The why isn't complicated. ICE has roughly doubled its workforce since President Trump took office, ballooning from about 10,000 to 22,000 employees. A DHS spokesman put it bluntly: "Thanks to the Big Beautiful Bill, we have an additional 12,000 ICE officers and agents on the ground across the country. That's a 120% increase in our workforce." More people, more desks. That's just math.

But math and San Francisco have a complicated relationship. As one local put it: "Yeah so listen, I'm not working at the next desk from ICE guys. You can keep the deposit." Others raised practical questions — most coworking spaces and their landlords have strict policies prohibiting weapons on-premises, which could make housing armed federal agents a logistical headache, to say the least.

Here's the thing: federal law enforcement agencies have every right to lease office space. That's not authoritarian — it's administrative.

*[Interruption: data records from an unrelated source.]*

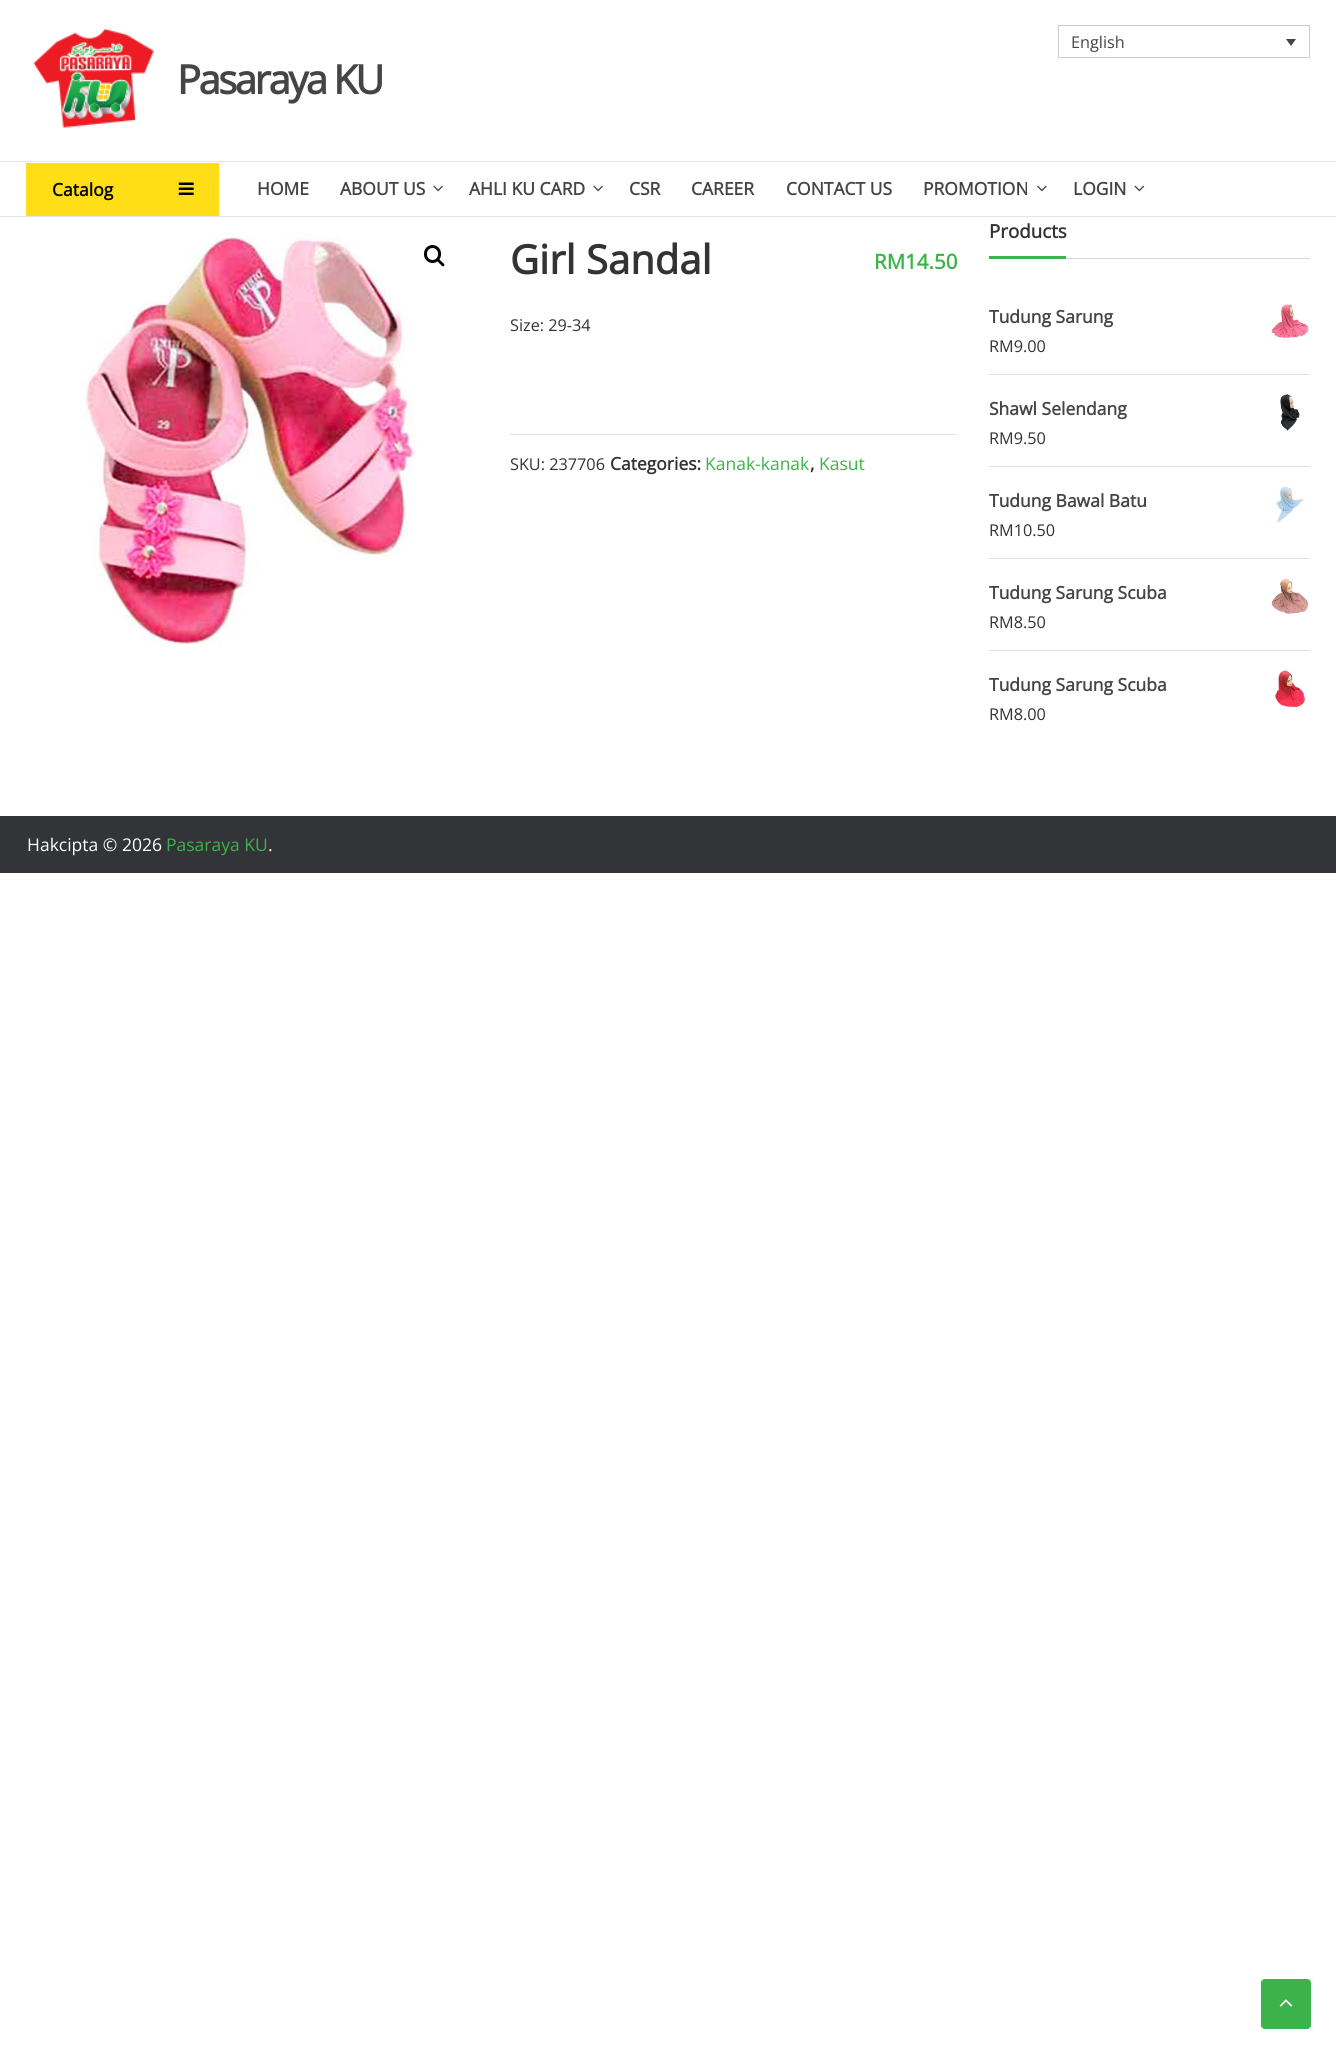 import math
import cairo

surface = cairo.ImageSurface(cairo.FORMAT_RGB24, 1336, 2066)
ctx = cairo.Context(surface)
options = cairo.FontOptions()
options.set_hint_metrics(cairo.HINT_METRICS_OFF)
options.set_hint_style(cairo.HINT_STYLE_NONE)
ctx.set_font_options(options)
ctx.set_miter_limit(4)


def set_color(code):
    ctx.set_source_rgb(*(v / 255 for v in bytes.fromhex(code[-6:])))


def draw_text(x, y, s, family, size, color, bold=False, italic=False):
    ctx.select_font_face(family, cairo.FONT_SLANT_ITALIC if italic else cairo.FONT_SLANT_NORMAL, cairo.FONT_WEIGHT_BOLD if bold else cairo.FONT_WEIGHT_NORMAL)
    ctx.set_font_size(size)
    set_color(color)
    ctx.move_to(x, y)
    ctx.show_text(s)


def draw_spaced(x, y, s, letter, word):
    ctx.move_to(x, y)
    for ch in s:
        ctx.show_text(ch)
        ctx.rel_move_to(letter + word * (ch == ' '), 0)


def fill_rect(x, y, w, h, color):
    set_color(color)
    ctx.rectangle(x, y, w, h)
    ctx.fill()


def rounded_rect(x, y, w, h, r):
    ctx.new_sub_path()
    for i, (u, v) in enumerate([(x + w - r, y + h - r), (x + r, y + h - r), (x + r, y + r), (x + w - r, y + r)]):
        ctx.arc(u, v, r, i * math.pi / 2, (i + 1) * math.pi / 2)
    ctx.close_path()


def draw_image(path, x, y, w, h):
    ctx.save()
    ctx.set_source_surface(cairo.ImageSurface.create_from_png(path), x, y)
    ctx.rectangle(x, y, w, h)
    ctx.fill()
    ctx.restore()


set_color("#ffffff")
ctx.paint()
ctx.rectangle(1058.5, 25.5, 251, 32)
set_color("#cdcdcd")
ctx.set_line_width(1)
ctx.stroke()
draw_text(1071, 48, "English", "Open Sans", 16.25, "#454545")
set_color("#444444")
ctx.new_path()
ctx.move_to(1286, 39)
ctx.line_to(1296, 39)
ctx.line_to(1291, 46)
ctx.close_path()
ctx.fill()
draw_image("assets/img1.png", 33, 28, 121, 100)
ctx.select_font_face("Open Sans", cairo.FONT_SLANT_NORMAL, cairo.FONT_WEIGHT_BOLD)
ctx.set_font_size(40)
set_color("#454545")
draw_spaced(177, 94, "Pasaraya KU", -2.5, 0)
fill_rect(0, 161, 1336, 1, "#e5e5e5")
fill_rect(0, 216, 1336, 1, "#e5e5e5")
fill_rect(26, 163, 193, 53, "#ffde17")
draw_text(52, 196, "Catalog", "Open Sans", 17.5, "#000000", bold=True)
draw_image("assets/img2.png", 178, 182, 16, 13)
draw_text(257, 195, "HOME", "Open Sans", 17.5, "#454545", bold=True)
draw_text(340, 195, "ABOUT US", "Open Sans", 17.5, "#454545", bold=True)
draw_image("assets/img3.png", 433, 185, 10, 7)
draw_text(469, 195, "AHLI KU CARD", "Open Sans", 17.5, "#454545", bold=True)
draw_image("assets/img3.png", 593, 185, 10, 7)
draw_text(629, 195, "CSR", "Open Sans", 17.5, "#454545", bold=True)
draw_text(691, 195, "CAREER", "Open Sans", 17.5, "#454545", bold=True)
draw_text(786, 195, "CONTACT US", "Open Sans", 17.5, "#454545", bold=True)
draw_text(923, 195, "PROMOTION", "Open Sans", 17.5, "#454545", bold=True)
draw_image("assets/img4.png", 1037, 185, 10, 7)
draw_text(1073, 195, "LOGIN", "Open Sans", 17.5, "#454545", bold=True)
draw_image("assets/img5.png", 1134, 185, 11, 7)
draw_image("assets/img6.png", 81, 231, 336, 415)
rounded_rect(425.5, 246.5, 14, 15, 7)
set_color("#000000")
ctx.set_line_width(3)
ctx.stroke()
ctx.new_path()
ctx.move_to(437, 259)
ctx.curve_to(438.5, 257.5, 440.5, 261, 441.5, 261.5)
ctx.curve_to(442.5, 262.5, 445.5, 264.5, 444, 266)
ctx.curve_to(442.5, 267.5, 440.5, 264, 439.5, 263.5)
ctx.curve_to(439, 262.5, 435.5, 260.5, 437, 259)
ctx.close_path()
ctx.fill()
draw_text(510, 274, "Girl Sandal", "Open Sans", 40, "#333333", bold=True)
draw_text(874, 269, "RM14.50", "Open Sans", 20.5, "#3bb34a", bold=True)
draw_text(510, 331, "Size: 29-34", "Open Sans", 16.25, "#333333")
fill_rect(510, 434, 446, 1, "#e1e1e1")
draw_text(510, 470, "SKU: 237706", "Open Sans", 16.25, "#333333")
draw_text(610, 470, "Categories:", "Open Sans", 17.5, "#333333", bold=True)
draw_text(705, 470, "Kanak-kanak", "Open Sans", 17.5, "#3bb34a")
draw_text(810, 470, ",", "Open Sans", 17.5, "#333333", bold=True)
draw_text(819, 470, "Kasut", "Open Sans", 17.5, "#3bb34a")
fill_rect(1066, 258, 244, 1, "#d6d6d6")
fill_rect(989, 256, 77, 3, "#3bb34a")
draw_text(989, 238, "Products", "Open Sans", 18.75, "#333333", bold=True)
fill_rect(989, 374, 321, 1, "#e1e1e1")
draw_text(989, 323, "Tudung Sarung", "Open Sans", 17.5, "#454545", bold=True)
draw_image("assets/img7.png", 1271, 304, 38, 35)
draw_text(989, 352, "RM9.00", "Open Sans", 16.25, "#333333")
fill_rect(989, 466, 321, 1, "#e1e1e1")
draw_text(989, 415, "Shawl Selendang", "Open Sans", 17.5, "#454545", bold=True)
draw_image("assets/img8.png", 1280, 394, 20, 37)
draw_text(989, 444, "RM9.50", "Open Sans", 16.25, "#333333")
fill_rect(989, 558, 321, 1, "#e1e1e1")
draw_text(989, 507, "Tudung Bawal Batu", "Open Sans", 17.5, "#454545", bold=True)
draw_image("assets/img9.png", 1276, 486, 28, 38)
draw_text(989, 536, "RM10.50", "Open Sans", 16.25, "#333333")
fill_rect(989, 650, 321, 1, "#e1e1e1")
draw_text(989, 599, "Tudung Sarung Scuba", "Open Sans", 17.5, "#454545", bold=True)
draw_image("assets/img10.png", 1271, 578, 38, 36)
draw_text(989, 628, "RM8.50", "Open Sans", 16.25, "#333333")
draw_text(989, 691, "Tudung Sarung Scuba", "Open Sans", 17.5, "#454545", bold=True)
draw_image("assets/img11.png", 1275, 670, 30, 37)
draw_text(989, 720, "RM8.00", "Open Sans", 16.25, "#333333")
fill_rect(0, 816, 1336, 57, "#323437")
draw_text(27, 851, "Hakcipta © 2026", "Open Sans", 17.5, "#ffffff")
draw_text(166, 851, "Pasaraya KU", "Open Sans", 17.5, "#3bb34a")
draw_text(268, 851, ".", "Open Sans", 17.5, "#ffffff")
set_color("#3bb34a")
rounded_rect(1261, 1979, 50, 50, 4)
ctx.fill()
draw_image("assets/img12.png", 1279, 1999, 14, 8)
surface.write_to_png("output.png") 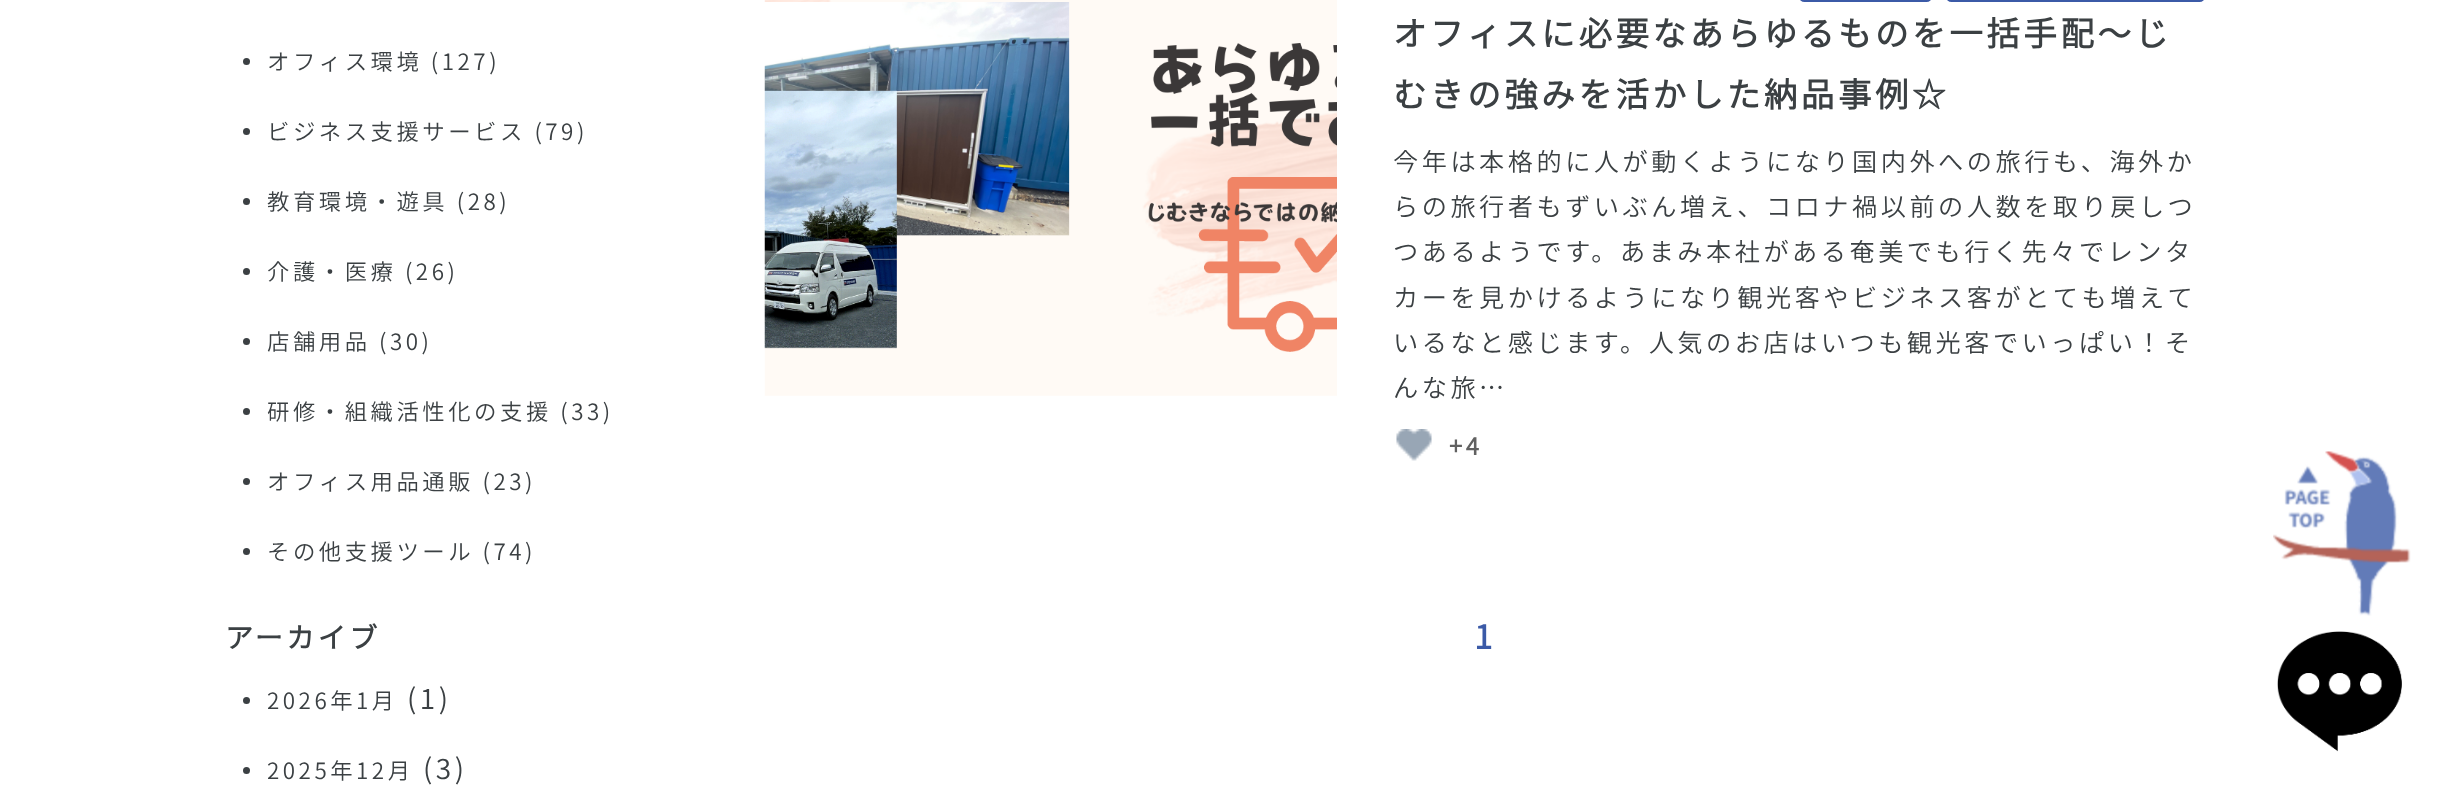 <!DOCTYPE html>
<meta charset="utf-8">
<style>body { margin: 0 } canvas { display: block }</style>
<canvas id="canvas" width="2444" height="791"></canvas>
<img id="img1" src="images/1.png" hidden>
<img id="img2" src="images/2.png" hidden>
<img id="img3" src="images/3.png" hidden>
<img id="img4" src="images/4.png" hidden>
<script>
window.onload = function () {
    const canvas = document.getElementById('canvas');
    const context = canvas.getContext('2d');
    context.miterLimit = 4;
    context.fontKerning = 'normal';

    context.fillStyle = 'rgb(255, 255, 255)';
    context.fillRect(0, 0, 2444, 791);
    context.fillStyle = 'rgb(59, 64, 67)';
    context.beginPath();
    context.arc(246.5, 61.5, 3.5, 0, 2 * Math.PI);
    context.fill();
    context.beginPath();
    context.arc(246.5, 131.5, 3.5, 0, 2 * Math.PI);
    context.fill();
    context.beginPath();
    context.arc(246.5, 201.5, 3.5, 0, 2 * Math.PI);
    context.fill();
    context.beginPath();
    context.arc(246.5, 271.5, 3.5, 0, 2 * Math.PI);
    context.fill();
    context.beginPath();
    context.arc(246.5, 341.5, 3.5, 0, 2 * Math.PI);
    context.fill();
    context.beginPath();
    context.arc(246.5, 411.5, 3.5, 0, 2 * Math.PI);
    context.fill();
    context.beginPath();
    context.arc(246.5, 481.5, 3.5, 0, 2 * Math.PI);
    context.fill();
    context.beginPath();
    context.arc(246.5, 551.5, 3.5, 0, 2 * Math.PI);
    context.fill();
    context.beginPath();
    context.arc(246.5, 700.5, 3.5, 0, 2 * Math.PI);
    context.fill();
    context.beginPath();
    context.arc(246.5, 770.5, 3.5, 0, 2 * Math.PI);
    context.fill();
    context.drawImage(document.getElementById('img1'), 764, 0, 573, 396);
    context.fillStyle = 'rgb(59, 90, 167)';
    context.beginPath();
    context.roundRect(1799, -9, 133, 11, 9);
    context.fill();
    context.beginPath();
    context.roundRect(1946, -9, 259, 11, 9);
    context.fill();
    context.drawImage(document.getElementById('img2'), 1396, 429, 36, 32);
    context.drawImage(document.getElementById('img3'), 2273, 451, 138, 165);
    context.drawImage(document.getElementById('img4'), 2277, 631, 125, 121);
    context.letterSpacing = '3.5px';
    context.font = '300 22.4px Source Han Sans';
    context.fillStyle = 'rgb(59, 64, 67)';
    context.fillText('オフィス環境 (127)', 267, 70);
    context.fillText('ビジネス支援サービス (79)', 267, 140);
    context.fillText('教育環境・遊具 (28)', 267, 210);
    context.fillText('介護・医療 (26)', 267, 280);
    context.fillText('店舗用品 (30)', 267, 350);
    context.fillText('研修・組織活性化の支援 (33)', 267, 420);
    context.fillText('オフィス用品通販 (23)', 267, 490);
    context.fillText('その他支援ツール (74)', 267, 560);
    context.font = 'bold 28px Source Han Sans';
    context.fillText('アーカイブ', 225, 648);
    context.font = '300 22.4px Source Han Sans';
    context.fillText('2026年1月', 267, 709);
    context.font = '300 28px Source Han Sans';
    context.fillText('(1)', 407, 709);
    context.font = '300 22.4px Source Han Sans';
    context.fillText('2025年12月', 267, 779);
    context.font = '300 28px Source Han Sans';
    context.fillText('(3)', 423, 779);
    context.font = 'bold 33.6px Source Han Sans';
    context.fillText('オフィスに必要なあらゆるものを一括手配～じ', 1393, 46);
    context.fillText('むきの強みを活かした納品事例☆', 1393, 107);
    context.font = '300 25.2px Source Han Sans';
    context.fillText('今年は本格的に人が動くようになり国内外への旅行も、海外か', 1393, 171);
    context.fillText('らの旅行者もずいぶん増え、コロナ禍以前の人数を取り戻しつ', 1393, 216);
    context.fillText('つあるようです。あまみ本社がある奄美でも行く先々でレンタ', 1393, 261);
    context.fillText('カーを見かけるようになり観光客やビジネス客がとても増えて', 1393, 307);
    context.fillText('いるなと感じます。人気のお店はいつも観光客でいっぱい！そ', 1393, 352);
    context.fillText('んな旅…', 1393, 397);
    context.font = 'bold 24px Source Han Sans';
    context.fillStyle = 'rgb(97, 97, 97)';
    context.fillText('+4', 1449, 455);
    context.font = 'bold 33.6px Source Han Sans';
    context.fillStyle = 'rgb(59, 90, 167)';
    context.fillText('1', 1474, 649);
};
</script>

And if your position is that the federal government shouldn't enforce immigration law at all, that's a policy argument, not a real estate one.

The more interesting question is fiscal. Coworking space is expensive, especially in San Francisco. WeWork-style setups can run $500-$800 per desk per month in the city. Multiply that across thousands of agents in 90 cities, and you're looking at serious taxpayer money flowing to private office vendors. Is that the most cost-effective way to house a federal workforce? Or is DHS just speed-running expansion without bothering to negotiate proper lease terms?

We're all for enforcing the law. We're also for not lighting money on fire. DHS should be transparent about what this coworking shopping spree is going to cost — and whether a hot desk at a trendy flex space is really the best use of the public purse.